Copertura assicurativa per volontari, detenuti e richiedenti asilo che fanno attività di utilità sociale, esenzioni per le borse di studio del progetto Erasmus plus, fondi per l’accordo tra Italia e Santa Sede su radio e tv. Sono i contenuti del primo pacchetto di emendamenti del governo alla legge di Stabilità, presentato martedì sera. Si tratta di pochi micro interventi: le altre proposte dell’esecutivo sono attese per oggi, mercoledì. Peraltro, stando a fonti del Pd, l’esecutivo intende presentare entro l’inizio della prossima settimana un maxiemendamento che recepisca il testo licenziato dalla commissione Bilancio del Senato, dove si inizia a votare nel pomeriggio.

In arrivo oltre 2,7 milioni l’anno per tre anni per dare seguito agli impegni presi con il Vaticano con l’accordo di giugno 2010 in materia di “radiodiffusione televisiva e sonora“, che prevede la concessione in uso all’Italia di un certo numero di canali televisivi, assegnati a livello internazionale alla città del Vaticano, a fronte della messa a disposizione gratuita per lo stato estero della capacità di trasmissione. A tale fine, si legge nella relazione illustrativa, “si dispone l’avvio di una gara per l’individuazione di un operatore di rete, già titolare di diritti d’uso, che metta a disposizione senza oneri per la città del Vaticano” la stessa capacità trasmissiva. La base d’asta è appunto di 2,7 milioni.

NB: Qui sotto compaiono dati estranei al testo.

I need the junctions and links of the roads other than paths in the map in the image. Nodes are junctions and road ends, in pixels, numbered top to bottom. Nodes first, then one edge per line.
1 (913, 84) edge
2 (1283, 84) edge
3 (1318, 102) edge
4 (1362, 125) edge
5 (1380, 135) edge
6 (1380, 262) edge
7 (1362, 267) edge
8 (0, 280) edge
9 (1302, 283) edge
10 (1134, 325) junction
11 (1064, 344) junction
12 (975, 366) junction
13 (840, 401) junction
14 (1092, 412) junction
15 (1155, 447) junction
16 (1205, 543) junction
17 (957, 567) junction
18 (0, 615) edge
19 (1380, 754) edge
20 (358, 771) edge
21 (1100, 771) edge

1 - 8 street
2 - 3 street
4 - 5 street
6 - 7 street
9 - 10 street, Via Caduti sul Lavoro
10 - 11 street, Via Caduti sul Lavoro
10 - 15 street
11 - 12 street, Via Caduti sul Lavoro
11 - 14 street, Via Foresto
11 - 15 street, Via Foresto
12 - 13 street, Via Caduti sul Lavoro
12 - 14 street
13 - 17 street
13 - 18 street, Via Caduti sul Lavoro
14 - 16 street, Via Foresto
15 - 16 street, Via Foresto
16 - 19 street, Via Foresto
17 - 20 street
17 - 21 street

Nasce poi presso il ministero dello Sviluppo economico un Fondo per il riassetto dello spettro radiotelevisivo, con una dotazione annua di 276mila euro, per realizzare attività di studio, verifiche tecniche e interventi finalizzati a liberare la banda 700Mhz e armonizzare lo spettro.

Per il programma Erasmus plus il governo chiede di confermare per il periodo 2014-2020 “lo stesso regime fiscale e previdenziale” agevolato “per le borse di studio per la mobilità internazionale degli studenti universitari”, si legge nella relazione illustrativa, “in continuità con quanto avvenuto per i programmi comunitari precedenti (Socrates e Lifelong Learning Programme). Ci sono poi 5 milioni l’anno per il biennio 2016-2017 per finanziare un fondo del ministero del Lavoro per la copertura assicurativa dei soggetti “beneficiari di ammortizzatori” coinvolti in attività di volontariato ai fini di utilità sociale, che è estesa anche a “detenuti e internati” oltre agli “stranieri richiedenti asilo in possesso del relativo permesso di soggiorno” coinvolti in attività volontarie e gratuite, per promuoverne l’integrazione.

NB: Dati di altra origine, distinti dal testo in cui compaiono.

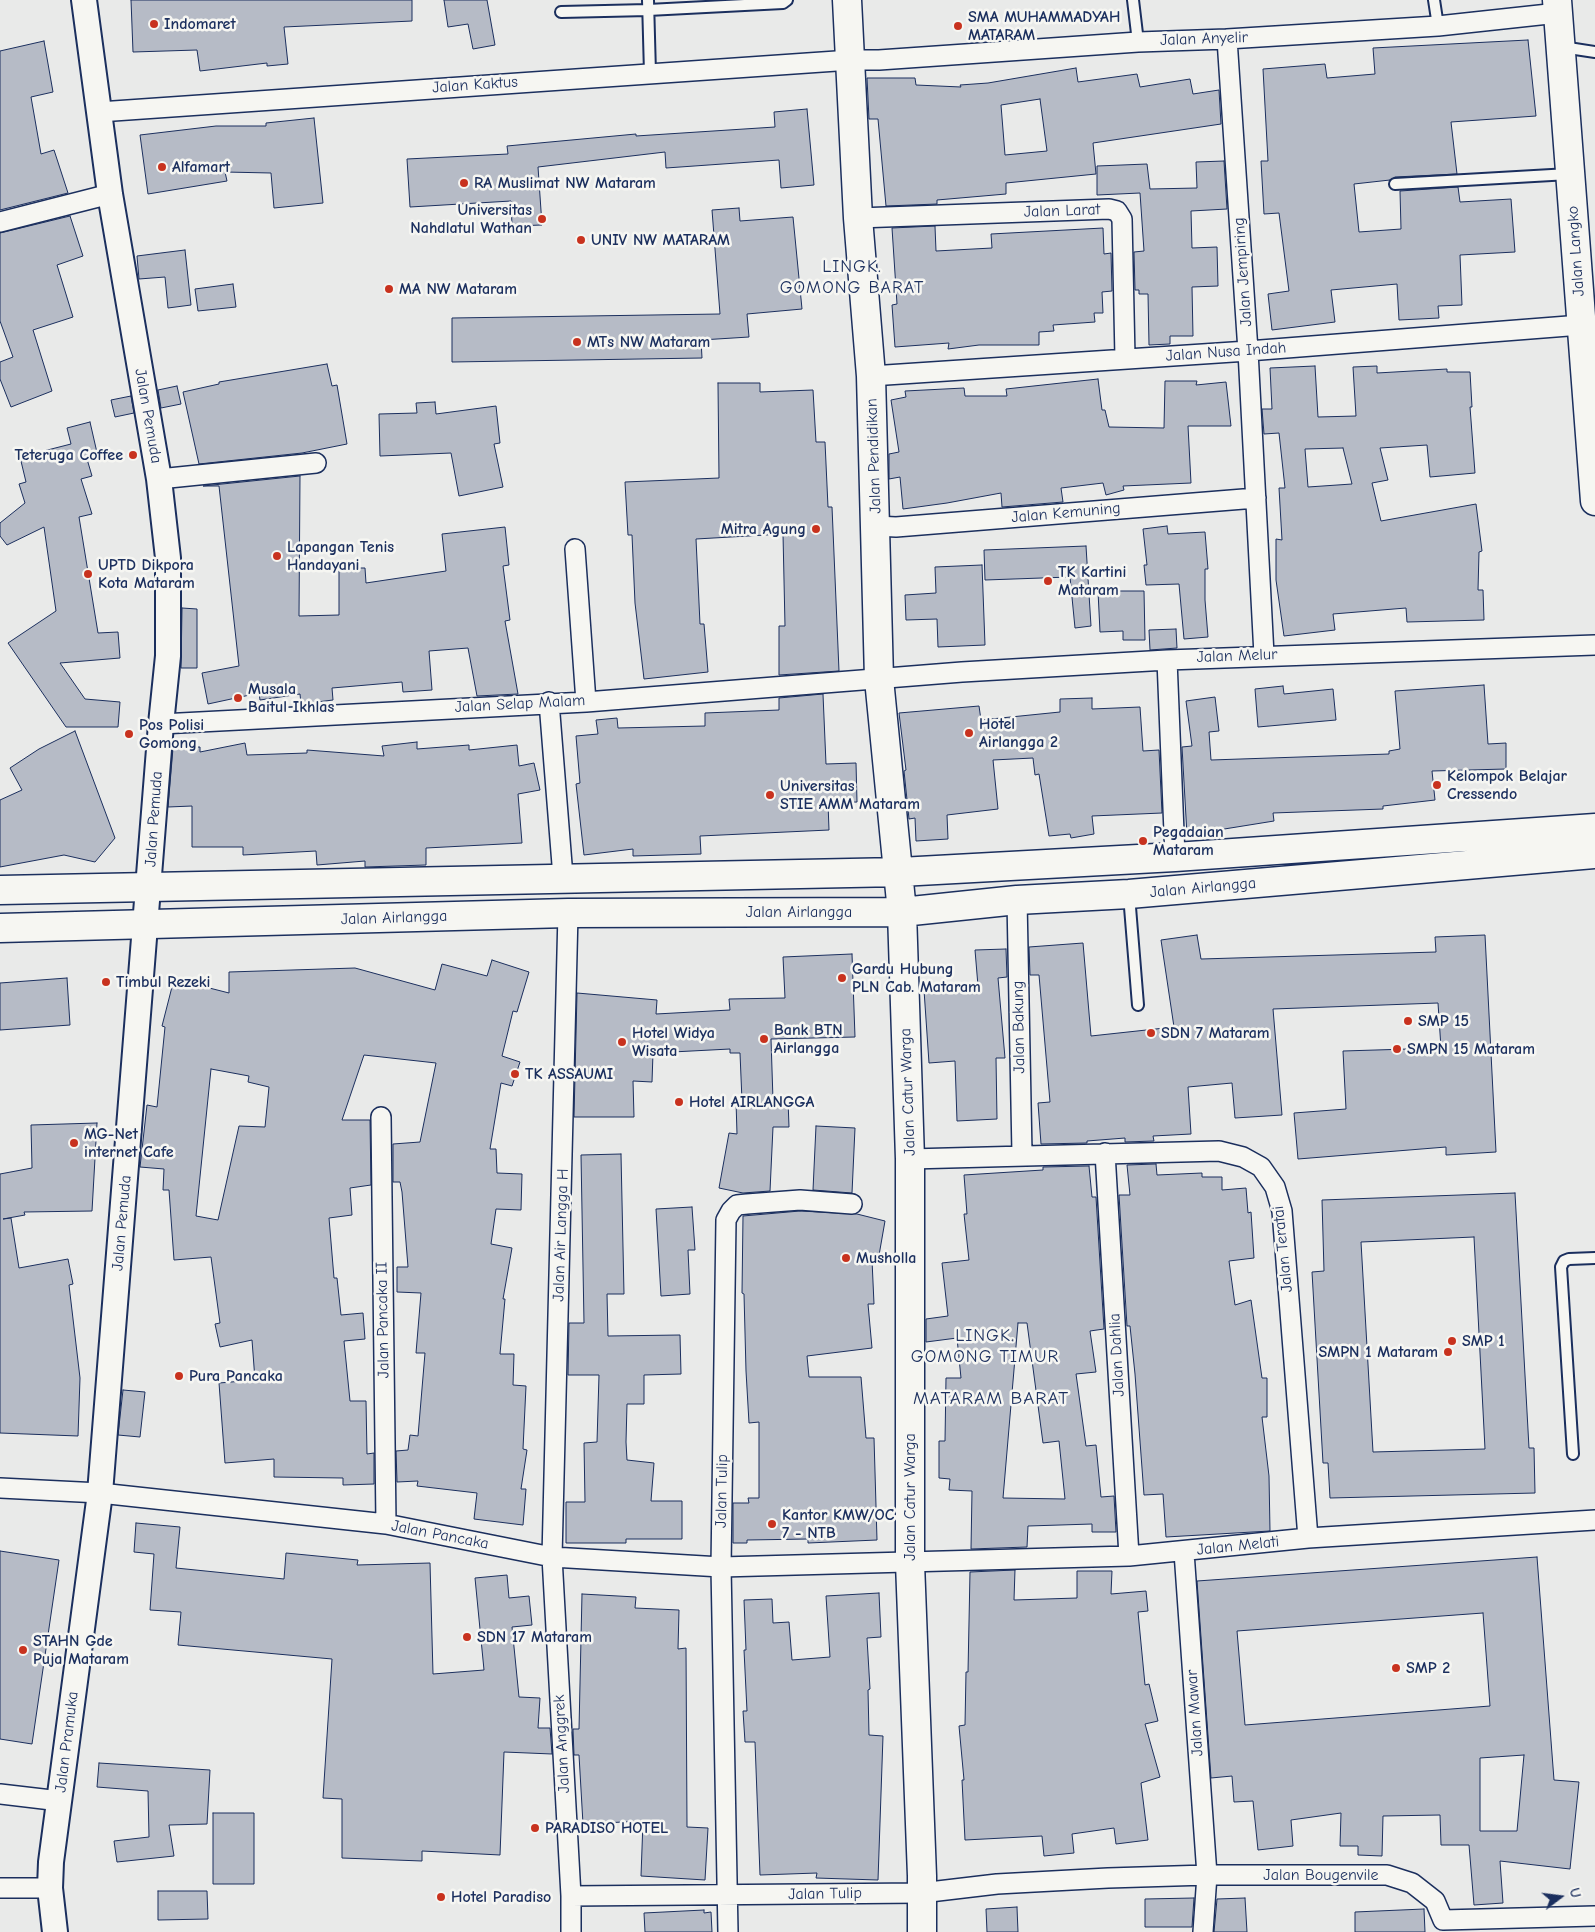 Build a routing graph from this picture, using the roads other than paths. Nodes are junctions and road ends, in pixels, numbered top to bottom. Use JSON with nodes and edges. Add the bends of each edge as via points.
{"nodes":[{"id":1,"x":84,"y":0,"type":"edge"},
{"id":2,"x":787,"y":0,"type":"edge"},
{"id":3,"x":847,"y":0,"type":"edge"},
{"id":4,"x":1133,"y":0,"type":"edge"},
{"id":5,"x":1434,"y":0,"type":"edge"},
{"id":6,"x":648,"y":5,"type":"edge"},
{"id":7,"x":1557,"y":6,"type":"edge"},
{"id":8,"x":561,"y":12,"type":"dead end"},
{"id":9,"x":1438,"y":26,"type":"junction"},
{"id":10,"x":1227,"y":39,"type":"junction"},
{"id":11,"x":1138,"y":42,"type":"junction"},
{"id":12,"x":1562,"y":47,"type":"junction"},
{"id":13,"x":1595,"y":52,"type":"edge"},
{"id":14,"x":851,"y":60,"type":"junction"},
{"id":15,"x":650,"y":74,"type":"junction"},
{"id":16,"x":99,"y":112,"type":"junction"},
{"id":17,"x":1570,"y":174,"type":"junction"},
{"id":18,"x":1396,"y":184,"type":"dead end"},
{"id":19,"x":110,"y":194,"type":"junction"},
{"id":20,"x":858,"y":218,"type":"junction"},
{"id":21,"x":0,"y":222,"type":"edge"},
{"id":22,"x":1588,"y":325,"type":"edge"},
{"id":23,"x":1248,"y":351,"type":"junction"},
{"id":24,"x":1125,"y":358,"type":"junction"},
{"id":25,"x":871,"y":376,"type":"junction"},
{"id":26,"x":316,"y":463,"type":"dead end"},
{"id":27,"x":159,"y":479,"type":"junction"},
{"id":28,"x":1256,"y":498,"type":"junction"},
{"id":29,"x":1595,"y":502,"type":"edge"},
{"id":30,"x":876,"y":526,"type":"junction"},
{"id":31,"x":575,"y":549,"type":"dead end"},
{"id":32,"x":1595,"y":645,"type":"edge"},
{"id":33,"x":1264,"y":655,"type":"junction"},
{"id":34,"x":1167,"y":660,"type":"junction"},
{"id":35,"x":879,"y":679,"type":"junction"},
{"id":36,"x":549,"y":702,"type":"junction"},
{"id":37,"x":586,"y":702,"type":"junction"},
{"id":38,"x":161,"y":724,"type":"junction"},
{"id":39,"x":1595,"y":828,"type":"edge"},
{"id":40,"x":1595,"y":854,"type":"edge"},
{"id":41,"x":1175,"y":856,"type":"junction"},
{"id":42,"x":900,"y":872,"type":"junction"},
{"id":43,"x":563,"y":877,"type":"junction"},
{"id":44,"x":149,"y":887,"type":"junction"},
{"id":45,"x":0,"y":890,"type":"edge"},
{"id":46,"x":1129,"y":894,"type":"junction"},
{"id":47,"x":1017,"y":900,"type":"junction"},
{"id":48,"x":902,"y":912,"type":"junction"},
{"id":49,"x":568,"y":914,"type":"junction"},
{"id":50,"x":146,"y":925,"type":"junction"},
{"id":51,"x":0,"y":928,"type":"edge"},
{"id":52,"x":1138,"y":1005,"type":"dead end"},
{"id":53,"x":381,"y":1117,"type":"dead end"},
{"id":54,"x":1105,"y":1153,"type":"junction"},
{"id":55,"x":1022,"y":1154,"type":"junction"},
{"id":56,"x":910,"y":1159,"type":"junction"},
{"id":57,"x":852,"y":1204,"type":"dead end"},
{"id":58,"x":1595,"y":1258,"type":"edge"},
{"id":59,"x":1573,"y":1454,"type":"dead end"},
{"id":60,"x":0,"y":1488,"type":"edge"},
{"id":61,"x":100,"y":1493,"type":"junction"},
{"id":62,"x":1595,"y":1520,"type":"edge"},
{"id":63,"x":386,"y":1524,"type":"junction"},
{"id":64,"x":1308,"y":1538,"type":"junction"},
{"id":65,"x":1184,"y":1552,"type":"junction"},
{"id":66,"x":1129,"y":1556,"type":"junction"},
{"id":67,"x":552,"y":1557,"type":"junction"},
{"id":68,"x":880,"y":1564,"type":"joint"},
{"id":69,"x":910,"y":1564,"type":"junction"},
{"id":70,"x":721,"y":1567,"type":"junction"},
{"id":71,"x":0,"y":1794,"type":"edge"},
{"id":72,"x":60,"y":1801,"type":"junction"},
{"id":73,"x":1207,"y":1875,"type":"junction"},
{"id":74,"x":0,"y":1888,"type":"edge"},
{"id":75,"x":50,"y":1888,"type":"junction"},
{"id":76,"x":921,"y":1893,"type":"junction"},
{"id":77,"x":728,"y":1895,"type":"junction"},
{"id":78,"x":571,"y":1896,"type":"junction"},
{"id":79,"x":1595,"y":1916,"type":"edge"},
{"id":80,"x":1443,"y":1926,"type":"edge"},
{"id":81,"x":55,"y":1932,"type":"edge"},
{"id":82,"x":571,"y":1932,"type":"edge"},
{"id":83,"x":728,"y":1932,"type":"edge"},
{"id":84,"x":922,"y":1932,"type":"edge"},
{"id":85,"x":1202,"y":1932,"type":"edge"}],
"edges":[{"from":1,"to":16,"type":"street","name":"Jalan Pemuda"},
{"from":2,"to":6,"type":"lane"},
{"from":3,"to":14,"type":"main road","name":"Jalan Pendidikan"},
{"from":4,"to":11,"type":"lane"},
{"from":5,"to":9,"type":"lane"},
{"from":6,"to":8,"type":"lane"},
{"from":6,"to":15,"type":"lane"},
{"from":7,"to":9,"type":"street","name":"Jalan Anyelir"},
{"from":7,"to":12,"type":"main road","name":"Jalan Langko"},
{"from":9,"to":10,"type":"street","name":"Jalan Anyelir"},
{"from":10,"to":11,"type":"street","name":"Jalan Anyelir"},
{"from":10,"to":23,"type":"street","name":"Jalan Jempiring"},
{"from":11,"to":14,"type":"street","name":"Jalan Anyelir"},
{"from":12,"to":13,"type":"lane"},
{"from":12,"to":17,"type":"main road","name":"Jalan Langko"},
{"from":14,"to":15,"type":"street","name":"Jalan Kaktus"},
{"from":14,"to":20,"type":"main road","name":"Jalan Pendidikan"},
{"from":15,"to":16,"type":"street","name":"Jalan Kaktus"},
{"from":16,"to":19,"type":"street","name":"Jalan Pemuda"},
{"from":17,"to":18,"type":"lane"},
{"from":17,"to":22,"type":"main road","name":"Jalan Langko"},
{"from":19,"to":21,"type":"street"},
{"from":19,"to":27,"type":"street","name":"Jalan Pemuda"},
{"from":20,"to":24,"type":"street","name":"Jalan Larat","via":[[1117,211],[1122,219]]},
{"from":20,"to":25,"type":"main road","name":"Jalan Pendidikan"},
{"from":22,"to":23,"type":"street","name":"Jalan Nusa Indah"},
{"from":22,"to":29,"type":"main road","name":"Jalan Langko"},
{"from":23,"to":24,"type":"street","name":"Jalan Nusa Indah"},
{"from":23,"to":28,"type":"street","name":"Jalan Jempiring"},
{"from":24,"to":25,"type":"street","name":"Jalan Nusa Indah"},
{"from":25,"to":30,"type":"main road","name":"Jalan Pendidikan"},
{"from":26,"to":27,"type":"street"},
{"from":27,"to":38,"type":"street","name":"Jalan Pemuda","via":[[168,558],[168,656]]},
{"from":28,"to":30,"type":"street","name":"Jalan Kemuning"},
{"from":28,"to":33,"type":"street","name":"Jalan Jempiring"},
{"from":30,"to":35,"type":"main road","name":"Jalan Pendidikan"},
{"from":31,"to":37,"type":"street"},
{"from":32,"to":33,"type":"street","name":"Jalan Melur"},
{"from":33,"to":34,"type":"street","name":"Jalan Melur"},
{"from":34,"to":35,"type":"street","name":"Jalan Melur"},
{"from":34,"to":41,"type":"street"},
{"from":35,"to":37,"type":"street","name":"Jalan Selap Malam"},
{"from":35,"to":42,"type":"main road","name":"Jalan Pendidikan"},
{"from":36,"to":37,"type":"street","name":"Jalan Selap Malam"},
{"from":36,"to":38,"type":"street","name":"Jalan Selap Malam"},
{"from":36,"to":43,"type":"street"},
{"from":38,"to":44,"type":"street","name":"Jalan Pemuda"},
{"from":39,"to":41,"type":"main road","name":"Jalan Airlangga"},
{"from":40,"to":46,"type":"main road","name":"Jalan Airlangga"},
{"from":41,"to":42,"type":"main road","name":"Jalan Airlangga"},
{"from":42,"to":43,"type":"main road","name":"Jalan Airlangga"},
{"from":42,"to":48,"type":"main road","name":"Jalan Pendidikan"},
{"from":43,"to":44,"type":"main road","name":"Jalan Airlangga"},
{"from":44,"to":45,"type":"main road","name":"Jalan Airlangga"},
{"from":44,"to":50,"type":"street","name":"Jalan Pemuda"},
{"from":46,"to":47,"type":"main road","name":"Jalan Airlangga"},
{"from":46,"to":52,"type":"lane"},
{"from":47,"to":48,"type":"main road","name":"Jalan Airlangga"},
{"from":47,"to":55,"type":"street","name":"Jalan Bakung"},
{"from":48,"to":49,"type":"main road","name":"Jalan Airlangga"},
{"from":48,"to":56,"type":"main road","name":"Jalan Catur Warga"},
{"from":49,"to":50,"type":"main road","name":"Jalan Airlangga"},
{"from":49,"to":67,"type":"street","name":"Jalan Air Langga H"},
{"from":50,"to":51,"type":"main road","name":"Jalan Airlangga"},
{"from":50,"to":61,"type":"street","name":"Jalan Pemuda"},
{"from":53,"to":63,"type":"street","name":"Jalan Pancaka II"},
{"from":54,"to":55,"type":"street","name":"Jalan Teratai"},
{"from":54,"to":64,"type":"street","name":"Jalan Teratai","via":[[1219,1151],[1243,1157],[1261,1167],[1275,1187],[1282,1211]]},
{"from":54,"to":66,"type":"street","name":"Jalan Dahlia"},
{"from":55,"to":56,"type":"street","name":"Jalan Teratai"},
{"from":56,"to":69,"type":"main road","name":"Jalan Catur Warga"},
{"from":57,"to":70,"type":"street","name":"Jalan Tulip","via":[[800,1200],[737,1205],[726,1220]]},
{"from":58,"to":59,"type":"lane","via":[[1570,1259],[1561,1267]]},
{"from":60,"to":61,"type":"street","name":"Jalan Pancaka"},
{"from":61,"to":63,"type":"street","name":"Jalan Pancaka"},
{"from":61,"to":72,"type":"street","name":"Jalan Pramuka"},
{"from":62,"to":64,"type":"street","name":"Jalan Melati"},
{"from":63,"to":67,"type":"street","name":"Jalan Pancaka"},
{"from":64,"to":65,"type":"street","name":"Jalan Melati"},
{"from":65,"to":66,"type":"street","name":"Jalan Melati"},
{"from":65,"to":73,"type":"street","name":"Jalan Mawar"},
{"from":66,"to":69,"type":"street","name":"Jalan Melati"},
{"from":67,"to":70,"type":"street","name":"Jalan Pancaka"},
{"from":67,"to":78,"type":"street","name":"Jalan Anggrek"},
{"from":68,"to":69,"type":"street","name":"Jalan Melati"},
{"from":68,"to":70,"type":"street","name":"Jalan Pancaka"},
{"from":69,"to":76,"type":"main road","name":"Jalan Catur Warga"},
{"from":70,"to":77,"type":"street","name":"Jalan Tulip"},
{"from":71,"to":72,"type":"street"},
{"from":72,"to":75,"type":"street","name":"Jalan Pramuka"},
{"from":73,"to":76,"type":"street","name":"Jalan Bougenvile","via":[[997,1884]]},
{"from":73,"to":80,"type":"street","name":"Jalan Bougenvile","via":[[1387,1876],[1412,1883],[1435,1901]]},
{"from":73,"to":85,"type":"street","name":"Jalan Mawar"},
{"from":74,"to":75,"type":"street"},
{"from":75,"to":81,"type":"street","name":"Jalan Pramuka"},
{"from":76,"to":77,"type":"street","name":"Jalan Tulip"},
{"from":76,"to":84,"type":"main road","name":"Jalan Catur Warga"},
{"from":77,"to":78,"type":"street","name":"Jalan Tulip"},
{"from":77,"to":83,"type":"street","name":"Jalan Tulip"},
{"from":78,"to":82,"type":"street","name":"Jalan Anggrek"},
{"from":79,"to":80,"type":"street","name":"Jalan Bougenvile"}]}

Si prevede poi che i 30 milioni di euro destinati a partire dal 2016 ad archivi e biblioteche vadano anche a sostegno di alcuni istituti centrali come l’Istituto centrale per il catalogo e la documentazione e per il catalogo unico delle biblioteche italiane, quello per il restauro e la conservazione del patrimonio archivistico e librario, quello degli archivi e dei beni sonori ed audiovisivi, l’Opificio delle pietre dure, l’Istituto superiore per la conservazione e il restauro, le biblioteche nazionali di Roma e Firenze, l’Archivio centrale dello Stato e il Centro per il libro e la letteratura.

Si chiede infine di consentire un uso più “flessibile” della struttura della ex Scuola superiore dell’amministrazione dell’interno e degli spazi di rappresentanza delle prefetture. Le convenzioni per l’uso potranno “avere ad oggetto, in luogo del versamento del corrispettivo, la fornitura di un servizio in misura corrispondente al costo sostenuto per l’utilizzazione delle strutture della sede didattico residenziale”. La norma, stando alla relazione tecnica, “permetterà di conseguire un ulteriore contenimento dei costi di gestione, con particolare riguardo alle spese di manutenzione ordinaria”.